> **ACTIVITY**: Below are records. Find each line in them that holds the word "Reese" and copy it.

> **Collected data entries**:
'''

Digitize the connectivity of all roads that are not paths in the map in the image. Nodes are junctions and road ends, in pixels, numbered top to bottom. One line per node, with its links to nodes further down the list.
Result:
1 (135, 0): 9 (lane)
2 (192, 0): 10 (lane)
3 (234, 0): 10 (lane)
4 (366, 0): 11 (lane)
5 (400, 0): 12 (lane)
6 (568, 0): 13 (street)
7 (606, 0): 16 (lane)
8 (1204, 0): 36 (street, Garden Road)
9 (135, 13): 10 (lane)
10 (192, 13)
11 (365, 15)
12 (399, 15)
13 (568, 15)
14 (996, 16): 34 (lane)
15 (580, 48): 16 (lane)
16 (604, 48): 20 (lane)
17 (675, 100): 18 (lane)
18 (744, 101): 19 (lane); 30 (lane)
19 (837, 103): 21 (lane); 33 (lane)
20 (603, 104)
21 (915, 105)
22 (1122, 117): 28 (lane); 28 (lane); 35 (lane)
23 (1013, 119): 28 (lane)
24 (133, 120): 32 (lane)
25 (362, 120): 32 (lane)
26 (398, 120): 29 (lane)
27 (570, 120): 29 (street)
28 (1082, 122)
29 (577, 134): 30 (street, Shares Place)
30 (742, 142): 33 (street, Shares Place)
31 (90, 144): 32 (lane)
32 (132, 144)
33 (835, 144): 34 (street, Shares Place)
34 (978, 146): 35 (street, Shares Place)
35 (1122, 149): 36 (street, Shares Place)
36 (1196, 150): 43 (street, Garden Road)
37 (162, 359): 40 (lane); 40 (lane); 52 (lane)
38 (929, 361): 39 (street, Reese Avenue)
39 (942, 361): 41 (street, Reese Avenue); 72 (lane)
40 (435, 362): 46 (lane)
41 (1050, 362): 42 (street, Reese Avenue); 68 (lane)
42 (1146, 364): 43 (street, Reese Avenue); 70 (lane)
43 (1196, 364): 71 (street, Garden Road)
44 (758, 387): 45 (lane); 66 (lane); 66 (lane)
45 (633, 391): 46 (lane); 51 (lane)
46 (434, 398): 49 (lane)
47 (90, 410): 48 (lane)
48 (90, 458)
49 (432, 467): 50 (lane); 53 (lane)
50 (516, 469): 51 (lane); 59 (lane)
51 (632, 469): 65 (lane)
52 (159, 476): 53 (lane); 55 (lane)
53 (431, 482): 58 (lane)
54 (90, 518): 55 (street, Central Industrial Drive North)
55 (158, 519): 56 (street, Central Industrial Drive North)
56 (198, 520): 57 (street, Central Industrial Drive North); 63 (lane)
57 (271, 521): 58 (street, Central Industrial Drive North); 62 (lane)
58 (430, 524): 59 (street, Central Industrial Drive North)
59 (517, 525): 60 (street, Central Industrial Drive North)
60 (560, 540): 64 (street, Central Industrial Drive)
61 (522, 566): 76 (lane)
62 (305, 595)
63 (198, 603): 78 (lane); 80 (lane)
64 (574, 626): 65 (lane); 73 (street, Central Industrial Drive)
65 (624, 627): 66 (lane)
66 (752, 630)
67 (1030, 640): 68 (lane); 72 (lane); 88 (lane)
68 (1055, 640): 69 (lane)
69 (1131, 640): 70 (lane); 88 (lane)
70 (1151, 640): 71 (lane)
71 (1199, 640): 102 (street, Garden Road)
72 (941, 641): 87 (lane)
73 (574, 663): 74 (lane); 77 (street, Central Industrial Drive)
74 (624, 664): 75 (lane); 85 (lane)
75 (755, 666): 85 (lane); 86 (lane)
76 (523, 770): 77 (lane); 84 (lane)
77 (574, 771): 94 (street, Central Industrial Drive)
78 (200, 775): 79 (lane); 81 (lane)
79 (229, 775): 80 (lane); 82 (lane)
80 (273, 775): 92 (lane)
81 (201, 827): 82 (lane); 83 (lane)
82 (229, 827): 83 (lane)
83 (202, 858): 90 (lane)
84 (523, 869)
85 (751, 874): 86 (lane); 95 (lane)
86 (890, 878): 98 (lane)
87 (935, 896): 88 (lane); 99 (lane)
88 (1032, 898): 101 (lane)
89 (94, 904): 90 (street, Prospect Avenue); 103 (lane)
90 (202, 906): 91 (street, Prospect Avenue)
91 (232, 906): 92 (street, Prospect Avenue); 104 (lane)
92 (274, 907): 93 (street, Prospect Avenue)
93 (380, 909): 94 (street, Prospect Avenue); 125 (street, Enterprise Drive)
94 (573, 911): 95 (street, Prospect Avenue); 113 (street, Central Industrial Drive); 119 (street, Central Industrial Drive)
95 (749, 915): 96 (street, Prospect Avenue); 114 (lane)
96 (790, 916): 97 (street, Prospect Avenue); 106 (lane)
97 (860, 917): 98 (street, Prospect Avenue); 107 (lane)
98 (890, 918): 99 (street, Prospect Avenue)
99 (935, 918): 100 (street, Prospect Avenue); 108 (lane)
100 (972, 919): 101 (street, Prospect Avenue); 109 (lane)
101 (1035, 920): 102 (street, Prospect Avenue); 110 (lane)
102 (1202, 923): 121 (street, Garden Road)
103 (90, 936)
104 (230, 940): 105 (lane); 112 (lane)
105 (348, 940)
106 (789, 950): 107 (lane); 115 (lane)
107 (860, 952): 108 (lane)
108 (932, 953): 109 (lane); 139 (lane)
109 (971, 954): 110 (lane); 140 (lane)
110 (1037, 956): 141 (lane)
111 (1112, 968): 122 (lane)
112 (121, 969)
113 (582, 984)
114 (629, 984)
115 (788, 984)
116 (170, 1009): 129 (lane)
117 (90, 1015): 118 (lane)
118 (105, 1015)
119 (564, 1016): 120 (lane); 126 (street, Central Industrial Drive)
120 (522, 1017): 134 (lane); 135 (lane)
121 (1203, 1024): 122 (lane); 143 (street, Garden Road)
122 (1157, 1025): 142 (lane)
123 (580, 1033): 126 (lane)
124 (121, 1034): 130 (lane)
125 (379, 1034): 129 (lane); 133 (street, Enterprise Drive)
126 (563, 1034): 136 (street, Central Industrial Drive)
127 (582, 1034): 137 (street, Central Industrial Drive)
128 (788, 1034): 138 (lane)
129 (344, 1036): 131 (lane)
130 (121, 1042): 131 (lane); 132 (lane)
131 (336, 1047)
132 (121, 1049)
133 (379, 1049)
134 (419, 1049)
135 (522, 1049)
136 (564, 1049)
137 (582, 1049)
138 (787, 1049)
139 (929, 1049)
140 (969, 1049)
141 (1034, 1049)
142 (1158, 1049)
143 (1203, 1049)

'''

> **WRITTEN REPLY**:
38 (929, 361): 39 (street, Reese Avenue)
39 (942, 361): 41 (street, Reese Avenue); 72 (lane)
41 (1050, 362): 42 (street, Reese Avenue); 68 (lane)
42 (1146, 364): 43 (street, Reese Avenue); 70 (lane)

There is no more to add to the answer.